● Media Buying Course · Day 19 of 20 · Week 4: Scale & Efficiency

Incrementality: the truth about what your ads caused

Yesterday exposed that reported numbers are inflated. Today is the antidote and the most intellectually honest concept in performance marketing: incrementality - the only question that ultimately matters. Master this and you operate above almost everyone running ads.

1The one question that matters

Attribution asks "which ad gets credit?" Incrementality asks the deeper thing:

The real ROI

"How many of these conversions would NOT have happened without the ad?" If an ad gets credit for 100 sales but 80 of those people would have bought anyway, its INCREMENTAL contribution is 20. You paid for 100; you truly caused 20.

2Why it matters so much

The classic case (Day 18's correlation trap): you retarget add-to-cart users. They convert at a "fantastic" 10x ROAS. But many were going to complete the purchase regardless. The ad largely took credit for inevitable sales. Its true incremental ROAS might be a fraction of the reported number.

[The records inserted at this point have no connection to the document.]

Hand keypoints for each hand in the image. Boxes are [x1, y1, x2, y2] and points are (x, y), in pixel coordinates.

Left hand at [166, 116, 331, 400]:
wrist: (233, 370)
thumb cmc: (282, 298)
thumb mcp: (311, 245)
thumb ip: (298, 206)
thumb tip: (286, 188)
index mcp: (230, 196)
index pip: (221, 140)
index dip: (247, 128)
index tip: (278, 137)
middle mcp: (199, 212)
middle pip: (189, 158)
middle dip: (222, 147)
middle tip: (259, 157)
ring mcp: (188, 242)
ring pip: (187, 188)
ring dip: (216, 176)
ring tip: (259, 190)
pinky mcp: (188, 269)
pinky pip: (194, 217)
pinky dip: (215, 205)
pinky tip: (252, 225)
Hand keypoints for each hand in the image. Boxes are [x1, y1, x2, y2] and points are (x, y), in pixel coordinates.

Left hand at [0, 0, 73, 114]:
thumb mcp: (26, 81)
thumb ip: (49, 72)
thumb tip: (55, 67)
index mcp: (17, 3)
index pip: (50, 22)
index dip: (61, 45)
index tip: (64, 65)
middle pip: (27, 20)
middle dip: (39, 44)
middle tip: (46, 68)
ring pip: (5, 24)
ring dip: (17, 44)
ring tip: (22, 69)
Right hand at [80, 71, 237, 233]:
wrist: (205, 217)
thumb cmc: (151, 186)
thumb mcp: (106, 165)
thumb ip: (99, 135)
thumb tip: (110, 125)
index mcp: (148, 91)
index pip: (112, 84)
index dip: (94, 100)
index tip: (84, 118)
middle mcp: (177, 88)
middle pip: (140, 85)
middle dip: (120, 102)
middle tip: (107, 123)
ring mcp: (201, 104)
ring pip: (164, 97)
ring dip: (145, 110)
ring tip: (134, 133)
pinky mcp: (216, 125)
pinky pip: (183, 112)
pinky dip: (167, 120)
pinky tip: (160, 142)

Conversely, upper-funnel prospecting that introduces brand-new customers often shows WORSE reported ROAS but higher INCREMENTALITY - those people genuinely wouldn't have found you otherwise. This is why optimizing purely to reported ROAS can quietly destroy a business: you shift budget to credit-claiming retargeting and starve the prospecting that drives new growth.

Analogy · the umbrella-seller's claim

A vendor outside a station sells umbrellas and claims credit for every sale. But on a rainy day, most of those people would have bought from someone anyway - already wet, determined to buy. His INCREMENTAL contribution is only those who bought BECAUSE he was there and convenient. To find that number you'd compare a station with him to one without (the control). High sales ≠ high incrementality. The honest vendor measures the difference he made, not the receipts he can claim.

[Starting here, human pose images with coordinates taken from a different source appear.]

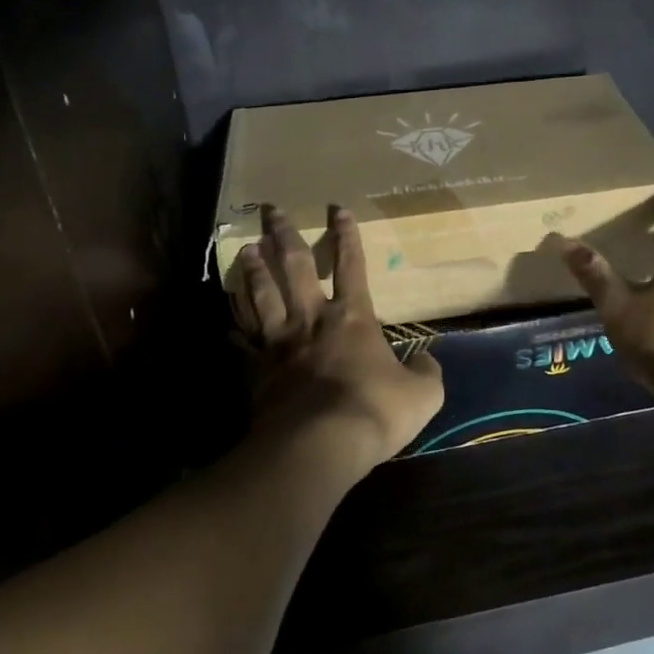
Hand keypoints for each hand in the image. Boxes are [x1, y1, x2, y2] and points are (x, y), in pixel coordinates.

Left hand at [232, 204, 443, 476]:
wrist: (320, 444)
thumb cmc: (375, 410)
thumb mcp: (423, 393)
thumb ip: (426, 372)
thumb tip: (427, 361)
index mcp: (353, 318)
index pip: (351, 265)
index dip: (346, 236)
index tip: (337, 209)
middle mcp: (312, 320)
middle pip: (295, 267)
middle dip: (284, 235)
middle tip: (270, 210)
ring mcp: (279, 344)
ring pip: (262, 296)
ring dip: (254, 270)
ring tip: (245, 249)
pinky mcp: (257, 371)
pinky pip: (242, 344)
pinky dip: (235, 330)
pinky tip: (226, 321)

3How you actually measure it

You need an experiment with a control group - people who DON'T see the ad - to compare against:

150 orders
Test regions (ads on): 1,000 orders. Matched control regions (ads off, scaled): 850. Lift = 150 - that's what your ads truly caused, even if Ads Manager claims credit for 400.

Meta now offers an "incremental attribution" setting that models this for you - use it as a directional signal, but remember it is the platform estimating its own incrementality; independent holdout and geo tests remain the gold standard. (Setting labels move around; check the current name in your account.)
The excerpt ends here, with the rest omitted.